_YOUR INSTRUCTIONS_
Go through the data below and return each line where the string "JALAN" appears.

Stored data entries
----------

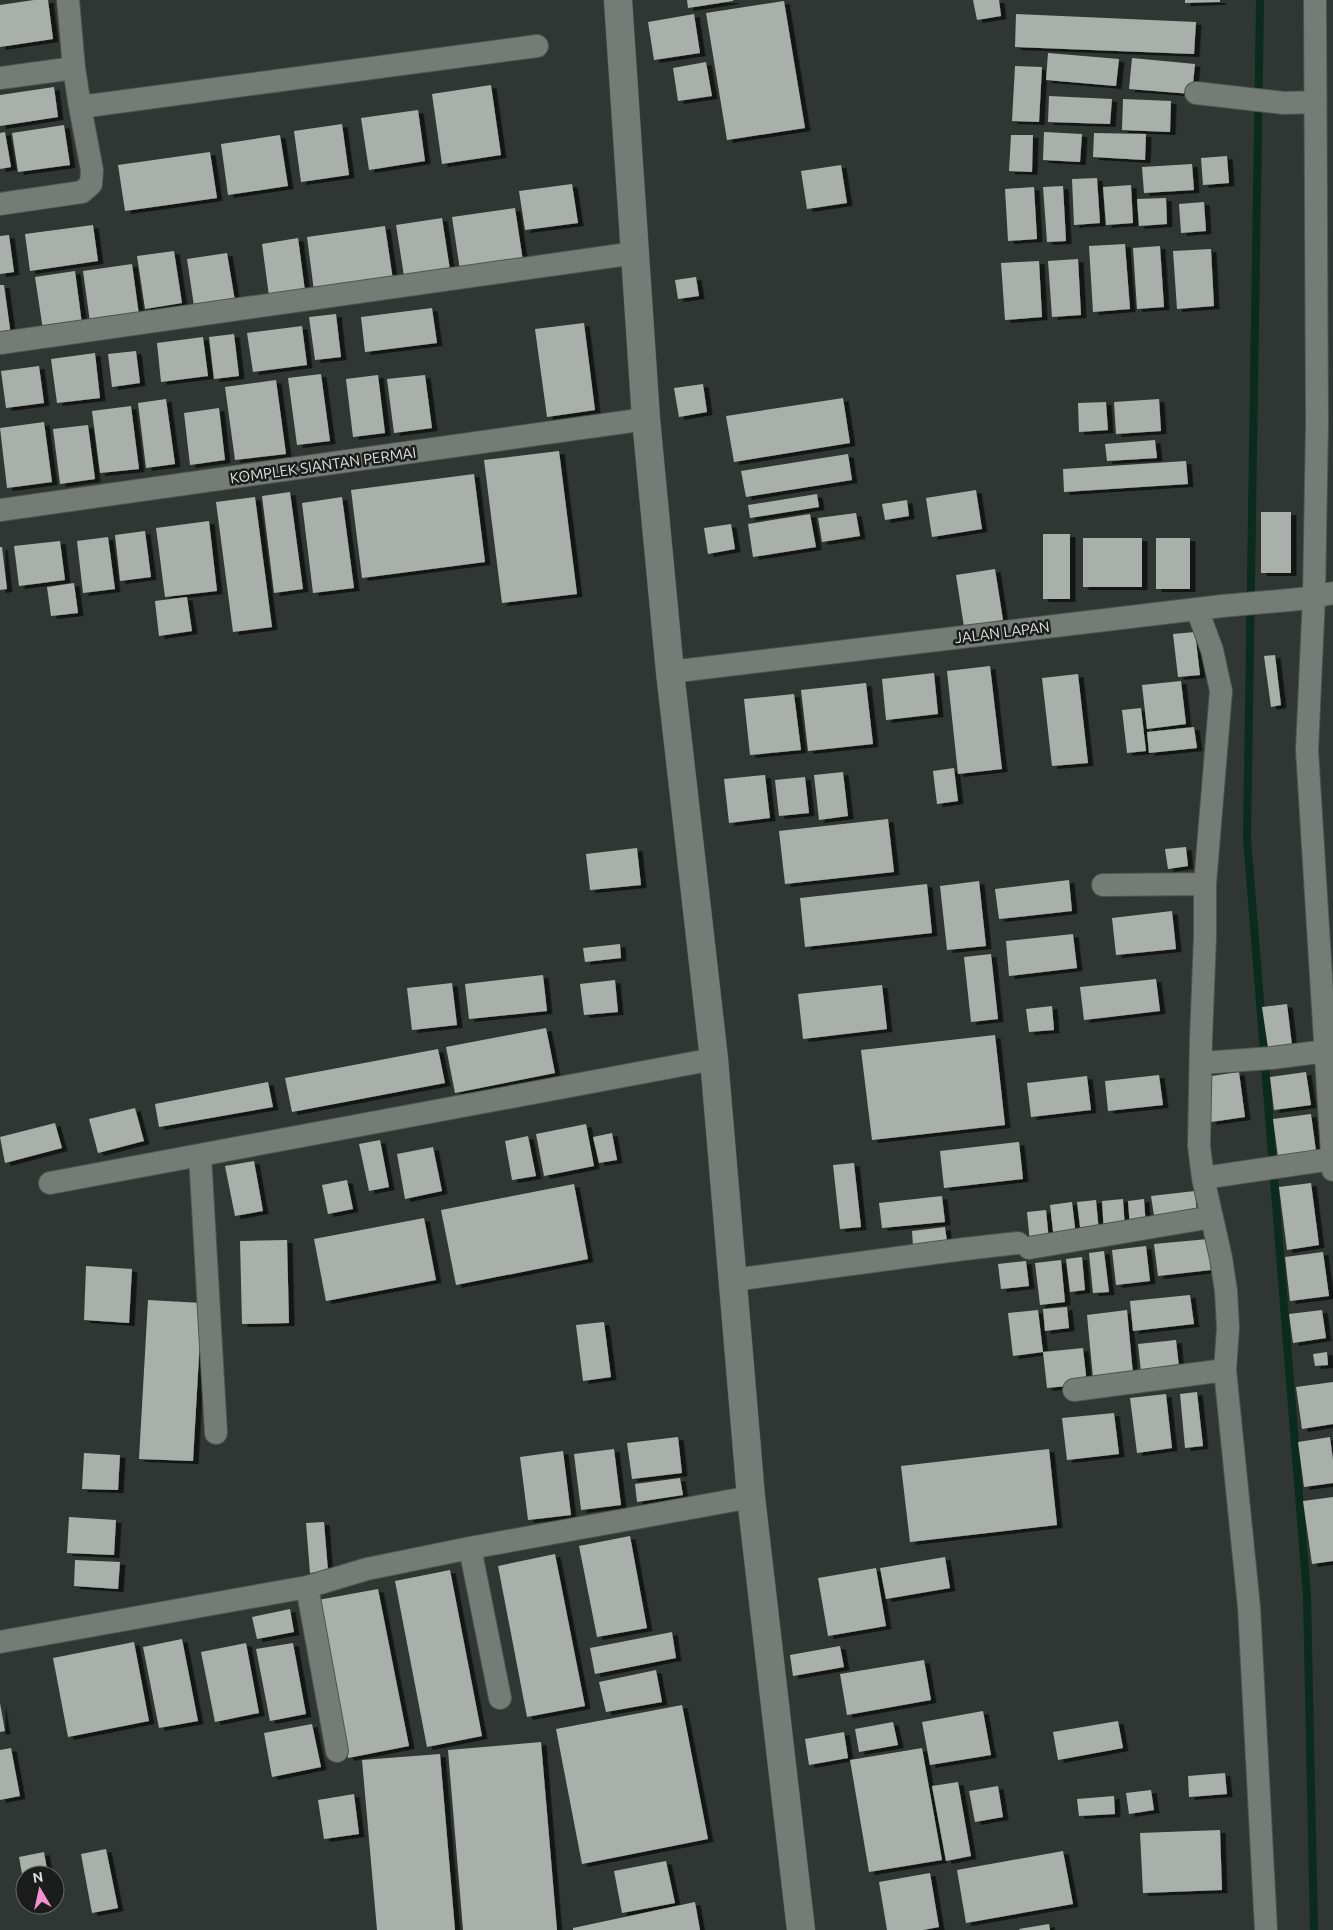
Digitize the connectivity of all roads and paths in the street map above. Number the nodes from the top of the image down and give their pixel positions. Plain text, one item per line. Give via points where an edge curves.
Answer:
1 (68, 0) edge
2 (618, 0) edge
3 (1315, 0) edge
4 (537, 46) dead end
5 (74, 68) junction
6 (0, 78) edge
7 (1196, 93) dead end
8 (1314, 102) junction
9 (80, 107) junction
10 (1325, 155) edge
11 (0, 204) edge
12 (635, 253) junction
13 (0, 343) edge
14 (646, 419) junction
15 (1325, 423) edge
16 (0, 510) edge
17 (1316, 596) edge
18 (1197, 609) junction
19 (670, 672) junction
20 (1205, 884) junction
21 (1104, 885) dead end
22 (1327, 982) edge
23 (1326, 1051) junction
24 (714, 1060) junction
25 (1208, 1063) junction
26 (200, 1155) junction
27 (1333, 1159) edge
28 (1214, 1176) junction
29 (50, 1183) dead end
30 (1212, 1218) junction
31 (733, 1280) junction
32 (1225, 1370) junction
33 (1074, 1390) dead end
34 (216, 1433) dead end
35 (751, 1497) junction
36 (470, 1548) junction
37 (307, 1587) junction
38 (0, 1642) edge
39 (500, 1698) dead end
40 (337, 1751) dead end
41 (802, 1930) edge
42 (1266, 1930) edge

1 - 5 street
2 - 12 street
3 - 8 street
4 - 9 street
5 - 6 street
5 - 9 street
7 - 8 street
8 - 10 street
9 - 11 street via 92,170 91,184 82,192
10 - 15 street
12 - 13 street
12 - 14 street
14 - 16 street, KOMPLEK SIANTAN PERMAI
14 - 19 street
15 - 17 street
17 - 18 street, JALAN LAPAN
17 - 22 street via 1307,750
18 - 19 street, JALAN LAPAN
18 - 20 street via 1212,650 1221,691
19 - 24 street
20 - 21 street
20 - 25 street
22 - 23 street
23 - 25 street
23 - 27 street
24 - 26 street
24 - 31 street
25 - 28 street via 1199,1146
26 - 29 street
26 - 34 street
27 - 28 street
28 - 30 street
30 - 31 street via 1023,1246 964,1248
30 - 32 street via 1226,1291
31 - 35 street
32 - 33 street
32 - 42 street via 1249,1607
35 - 36 street
35 - 41 street
36 - 37 street via 367,1569
36 - 39 street
37 - 38 street
37 - 40 street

----------

_SOLVED EXERCISE_
17 - 18 street, JALAN LAPAN
18 - 19 street, JALAN LAPAN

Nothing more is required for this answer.